Problem requirements: Here is a set of records. Copy them all exactly.

[Stored data entries]
━━━━━━━━
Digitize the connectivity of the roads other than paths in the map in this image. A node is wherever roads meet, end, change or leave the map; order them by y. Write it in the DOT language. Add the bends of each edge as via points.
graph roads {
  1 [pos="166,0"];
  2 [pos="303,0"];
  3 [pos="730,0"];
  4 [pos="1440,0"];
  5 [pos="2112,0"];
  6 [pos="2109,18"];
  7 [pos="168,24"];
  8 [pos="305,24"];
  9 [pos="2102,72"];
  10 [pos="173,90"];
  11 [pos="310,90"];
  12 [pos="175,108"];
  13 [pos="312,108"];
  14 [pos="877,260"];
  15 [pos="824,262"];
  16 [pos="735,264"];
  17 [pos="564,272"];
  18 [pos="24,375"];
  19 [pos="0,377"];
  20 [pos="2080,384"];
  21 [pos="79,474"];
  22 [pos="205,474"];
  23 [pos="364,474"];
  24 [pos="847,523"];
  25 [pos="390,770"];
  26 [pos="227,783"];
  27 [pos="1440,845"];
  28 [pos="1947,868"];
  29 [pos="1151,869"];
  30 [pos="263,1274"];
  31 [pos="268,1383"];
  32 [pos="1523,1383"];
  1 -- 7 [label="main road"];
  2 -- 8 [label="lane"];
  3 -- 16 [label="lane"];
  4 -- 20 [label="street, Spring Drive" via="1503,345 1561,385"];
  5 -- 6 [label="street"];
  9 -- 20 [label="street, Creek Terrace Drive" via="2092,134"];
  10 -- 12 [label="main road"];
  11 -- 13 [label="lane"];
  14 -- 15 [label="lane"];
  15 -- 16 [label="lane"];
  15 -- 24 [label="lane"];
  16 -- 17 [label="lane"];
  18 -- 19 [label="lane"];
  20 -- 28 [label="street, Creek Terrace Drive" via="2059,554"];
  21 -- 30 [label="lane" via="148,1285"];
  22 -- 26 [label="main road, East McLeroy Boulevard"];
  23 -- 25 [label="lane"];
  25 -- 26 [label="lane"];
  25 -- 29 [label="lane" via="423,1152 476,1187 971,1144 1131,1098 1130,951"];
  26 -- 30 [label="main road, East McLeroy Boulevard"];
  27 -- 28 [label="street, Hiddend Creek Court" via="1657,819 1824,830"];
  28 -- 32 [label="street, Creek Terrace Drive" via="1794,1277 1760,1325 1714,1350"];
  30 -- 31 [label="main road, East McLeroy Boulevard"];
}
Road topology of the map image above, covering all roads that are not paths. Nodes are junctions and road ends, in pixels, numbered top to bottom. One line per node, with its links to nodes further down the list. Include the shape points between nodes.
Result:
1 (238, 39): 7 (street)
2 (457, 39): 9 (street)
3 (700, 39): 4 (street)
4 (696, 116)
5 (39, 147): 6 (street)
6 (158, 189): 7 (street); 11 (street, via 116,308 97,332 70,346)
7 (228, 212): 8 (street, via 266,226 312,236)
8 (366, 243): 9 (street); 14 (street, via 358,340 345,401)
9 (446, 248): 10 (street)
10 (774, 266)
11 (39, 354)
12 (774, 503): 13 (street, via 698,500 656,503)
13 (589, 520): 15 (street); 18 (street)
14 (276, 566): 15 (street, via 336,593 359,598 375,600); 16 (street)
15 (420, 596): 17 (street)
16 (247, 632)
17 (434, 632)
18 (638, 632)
━━━━━━━━
Task output:
Digitize the connectivity of the roads other than paths in the map in this image. A node is wherever roads meet, end, change or leave the map; order them by y. Write it in the DOT language. Add the bends of each edge as via points.
graph roads {
  1 [pos="166,0"];
  2 [pos="303,0"];
  3 [pos="730,0"];
  4 [pos="1440,0"];
  5 [pos="2112,0"];
  6 [pos="2109,18"];
  7 [pos="168,24"];
  8 [pos="305,24"];
  9 [pos="2102,72"];
  10 [pos="173,90"];
  11 [pos="310,90"];
  12 [pos="175,108"];
  13 [pos="312,108"];
  14 [pos="877,260"];
  15 [pos="824,262"];
  16 [pos="735,264"];
  17 [pos="564,272"];
  18 [pos="24,375"];
  19 [pos="0,377"];
  20 [pos="2080,384"];
  21 [pos="79,474"];
  22 [pos="205,474"];
  23 [pos="364,474"];
  24 [pos="847,523"];
  25 [pos="390,770"];
  26 [pos="227,783"];
  27 [pos="1440,845"];
  28 [pos="1947,868"];
  29 [pos="1151,869"];
  30 [pos="263,1274"];
  31 [pos="268,1383"];
  32 [pos="1523,1383"];
  1 -- 7 [label="main road"];
  2 -- 8 [label="lane"];
  3 -- 16 [label="lane"];
  4 -- 20 [label="street, Spring Drive" via="1503,345 1561,385"];
  5 -- 6 [label="street"];
  9 -- 20 [label="street, Creek Terrace Drive" via="2092,134"];
  10 -- 12 [label="main road"];
  11 -- 13 [label="lane"];
  14 -- 15 [label="lane"];
  15 -- 16 [label="lane"];
  15 -- 24 [label="lane"];
  16 -- 17 [label="lane"];
  18 -- 19 [label="lane"];
  20 -- 28 [label="street, Creek Terrace Drive" via="2059,554"];
  21 -- 30 [label="lane" via="148,1285"];
  22 -- 26 [label="main road, East McLeroy Boulevard"];
  23 -- 25 [label="lane"];
  25 -- 26 [label="lane"];
  25 -- 29 [label="lane" via="423,1152 476,1187 971,1144 1131,1098 1130,951"];
  26 -- 30 [label="main road, East McLeroy Boulevard"];
  27 -- 28 [label="street, Hiddend Creek Court" via="1657,819 1824,830"];
  28 -- 32 [label="street, Creek Terrace Drive" via="1794,1277 1760,1325 1714,1350"];
  30 -- 31 [label="main road, East McLeroy Boulevard"];
}
Road topology of the map image above, covering all roads that are not paths. Nodes are junctions and road ends, in pixels, numbered top to bottom. One line per node, with its links to nodes further down the list. Include the shape points between nodes.
Result:
1 (238, 39): 7 (street)
2 (457, 39): 9 (street)
3 (700, 39): 4 (street)
4 (696, 116)
5 (39, 147): 6 (street)
6 (158, 189): 7 (street); 11 (street, via 116,308 97,332 70,346)
7 (228, 212): 8 (street, via 266,226 312,236)
8 (366, 243): 9 (street); 14 (street, via 358,340 345,401)
9 (446, 248): 10 (street)
10 (774, 266)
11 (39, 354)
12 (774, 503): 13 (street, via 698,500 656,503)
13 (589, 520): 15 (street); 18 (street)
14 (276, 566): 15 (street, via 336,593 359,598 375,600); 16 (street)
15 (420, 596): 17 (street)
16 (247, 632)
17 (434, 632)
18 (638, 632)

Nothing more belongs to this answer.